Wrap CortexDB ingest in Airflow PythonOperator tasks.
Airflow Integration
Apache Airflow schedules DAGs of operators. Wrap CortexDB calls in PythonOperator (or @task for TaskFlow API) tasks.
Install
pip install cortexdbai apache-airflow
Pattern
import os
from datetime import datetime, timezone
from airflow.decorators import dag, task
from cortexdb.v1 import V1Client
client = V1Client(api_url="https://api-v1.cortexdb.ai", actor="service:airflow",
bearer=os.environ["CORTEX_TOKEN"])
@dag(schedule="@daily", catchup=False, start_date=datetime(2026, 5, 1))

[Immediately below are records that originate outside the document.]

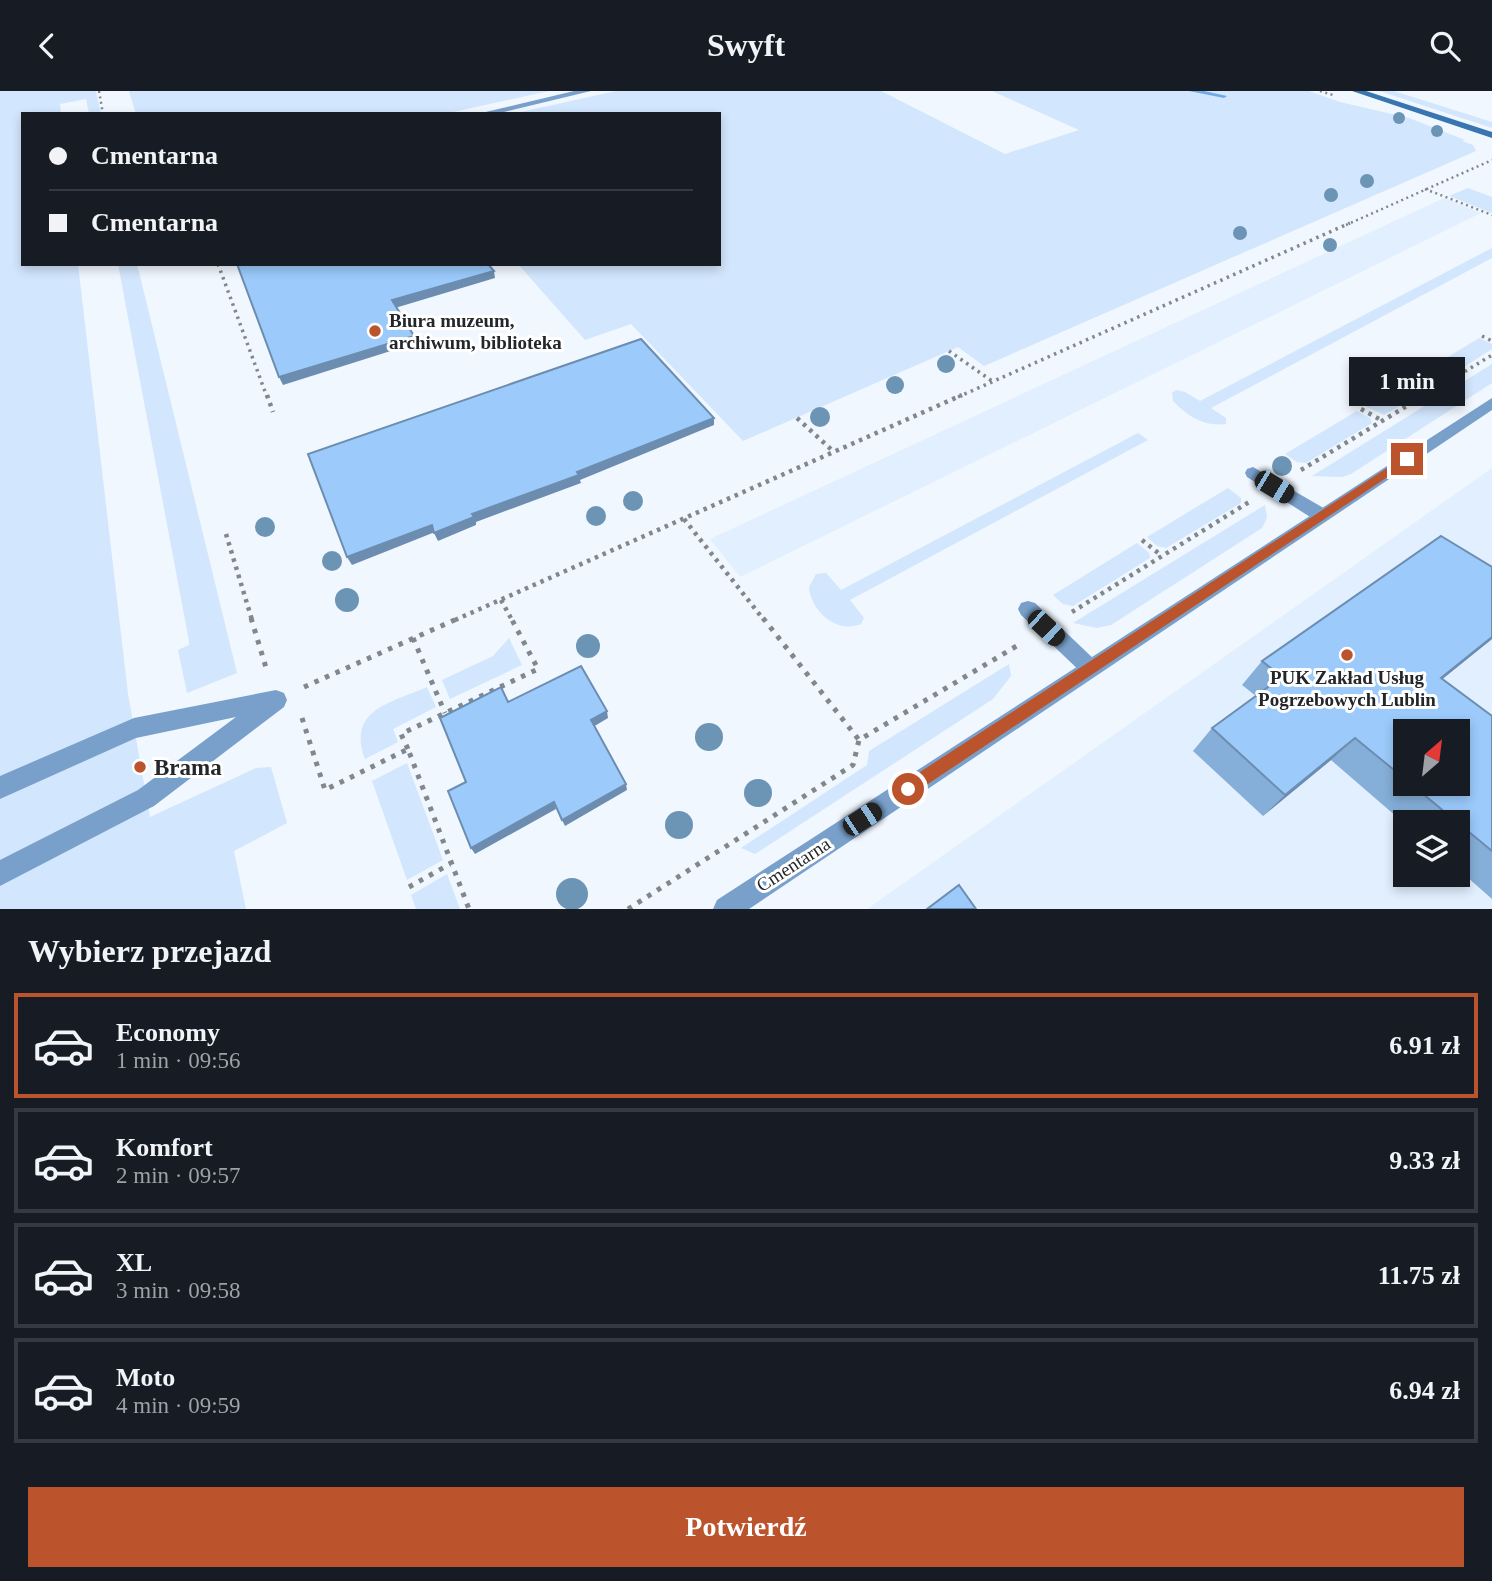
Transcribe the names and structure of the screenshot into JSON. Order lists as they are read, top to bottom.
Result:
{
  "streets": {
    "street": ["Cmentarna"]
  },
  "places": ["Biura muzeum, archiwum, biblioteka", "PUK Zakład Usług Pogrzebowych Lublin", "Brama"],
  "north": "top right",
  "page": {
    "header": "Swyft",
    "banner": ["Cmentarna", "Cmentarna"],
    "bubble": "1 min",
    "heading": "Wybierz przejazd",
    "list": [
      {
        "name": "Economy",
        "note": "1 min · 09:56",
        "value": "6.91 zł"
      },
      {
        "name": "Komfort",
        "note": "2 min · 09:57",
        "value": "9.33 zł"
      },
      {
        "name": "XL",
        "note": "3 min · 09:58",
        "value": "11.75 zł"
      },
      {
        "name": "Moto",
        "note": "4 min · 09:59",
        "value": "6.94 zł"
      }
    ],
    "buttons": "Potwierdź"
  }
}
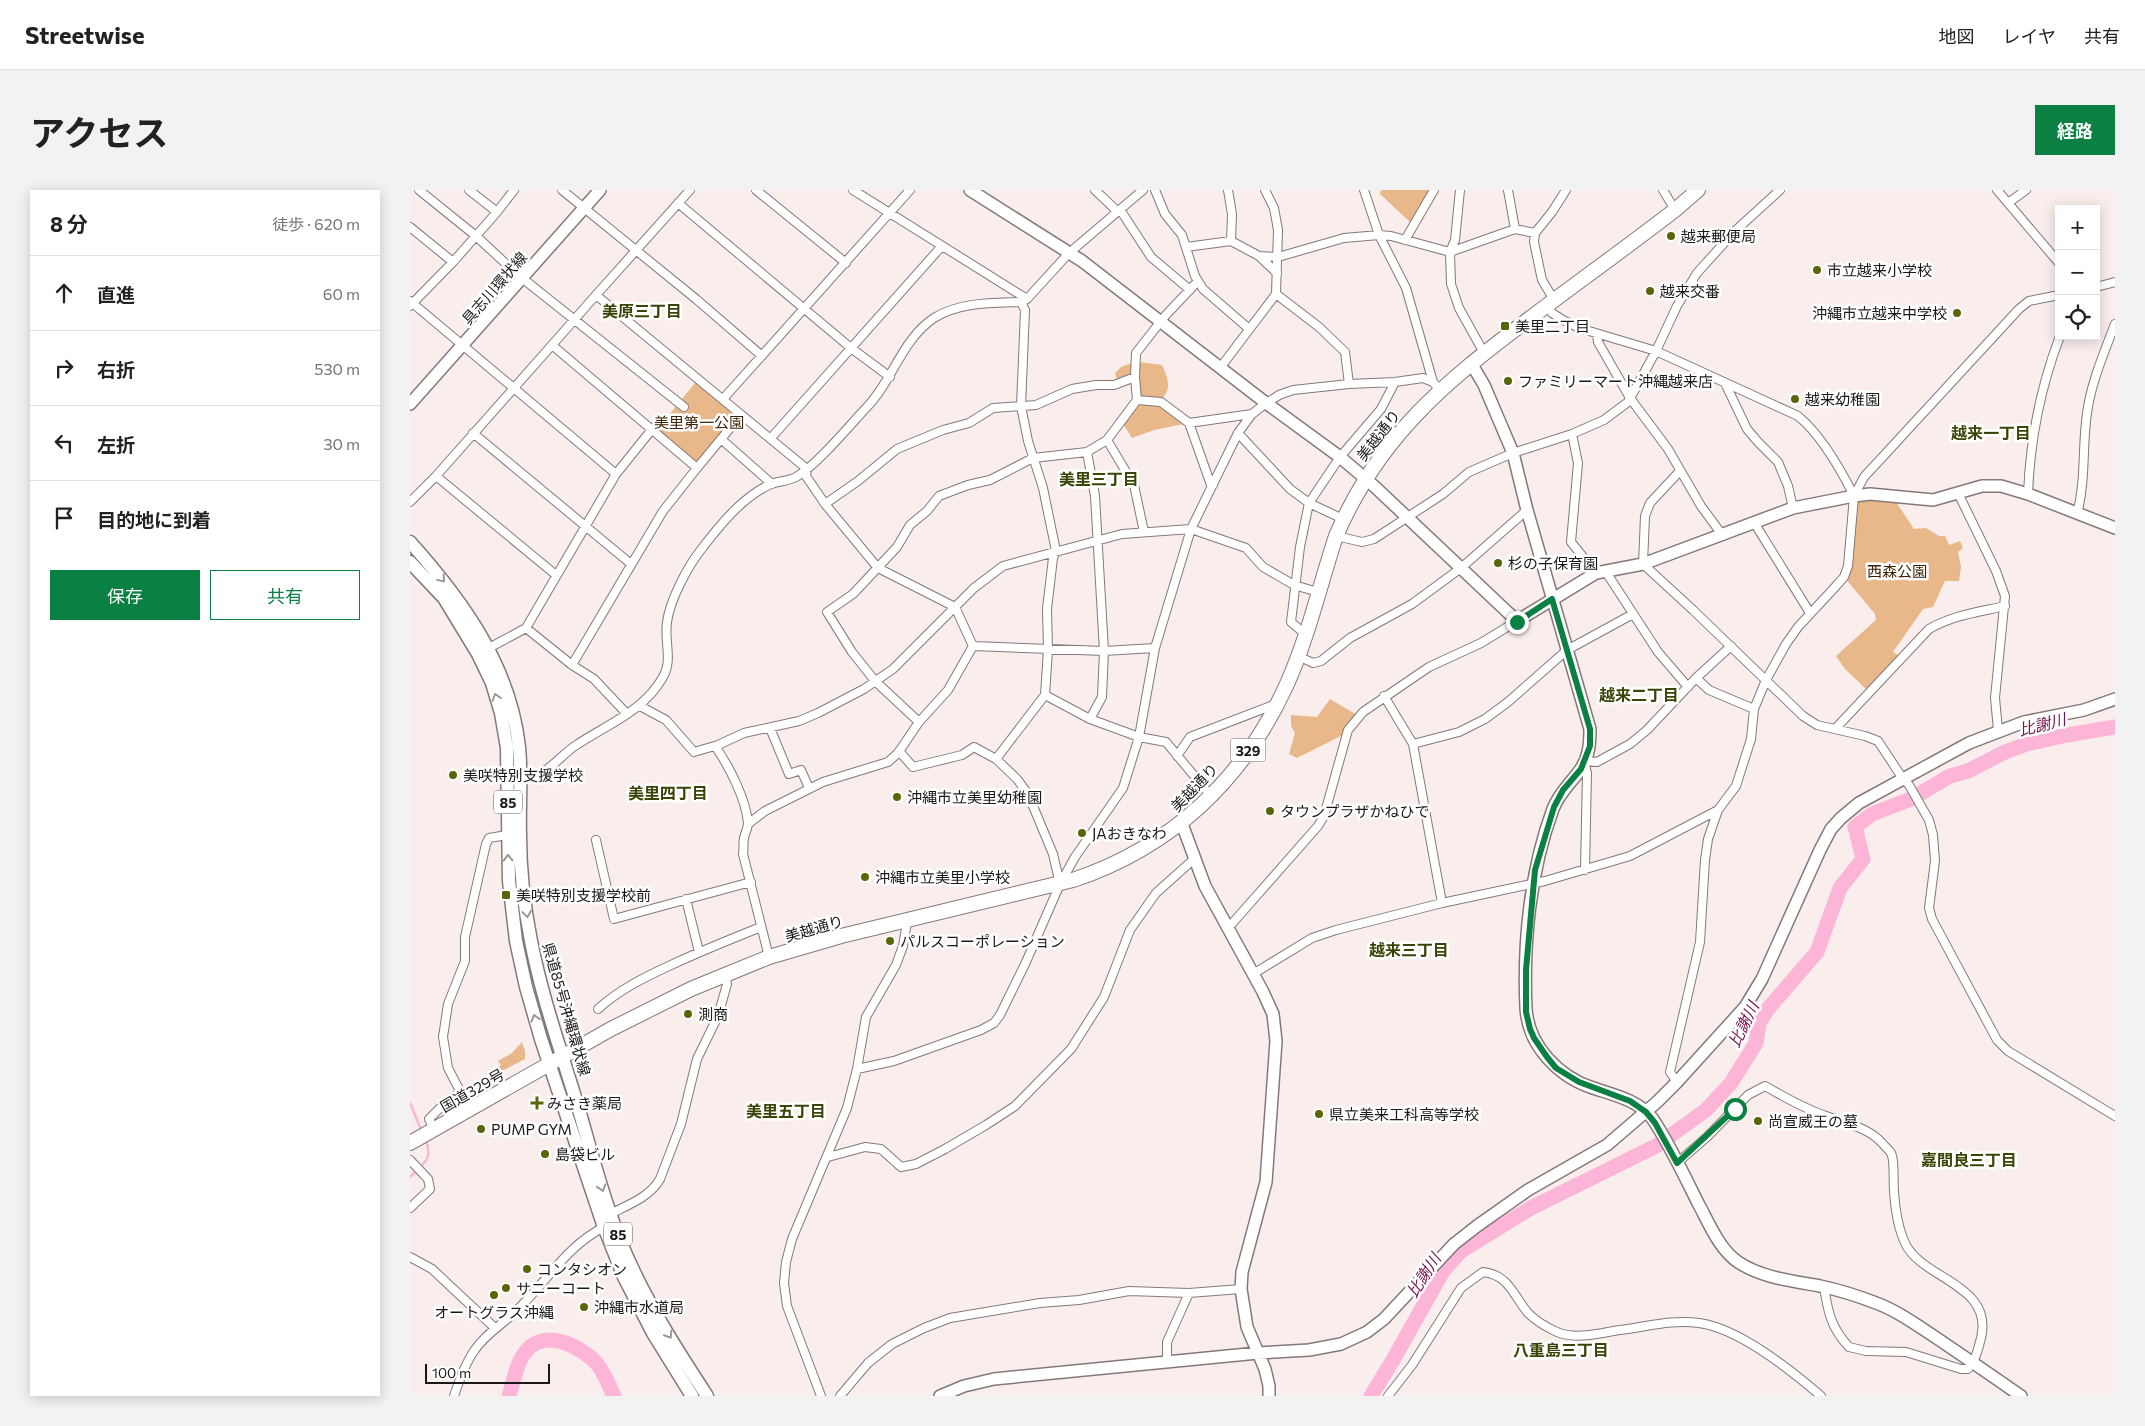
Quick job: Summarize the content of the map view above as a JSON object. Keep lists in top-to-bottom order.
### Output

def cortex_daily_summary():
@task
def recall_context(scope: str) -> str:
pack = client.recall(scope=scope, view="holistic",
query="What happened yesterday?",
include=["beliefs", "facts", "episodes"],
budgets={"max_tokens": 3000})
return pack["context_block"]
@task
def capture(scope: str, summary: str, run_id: str) -> dict:
return client.experience(
scope=scope, text=summary, role="assistant",
observed_at=datetime.now(timezone.utc).isoformat(),
idempotency_key=run_id,
)
scope = "org:acme/source:airflow"
context = recall_context(scope)
summary = summarize.override(task_id="summarize")(context) # your task
capture(scope, summary, "{{ run_id }}")
cortex_daily_summary()
Use Airflow's {{ run_id }} Jinja macro as the idempotency key — DAG run replays write once.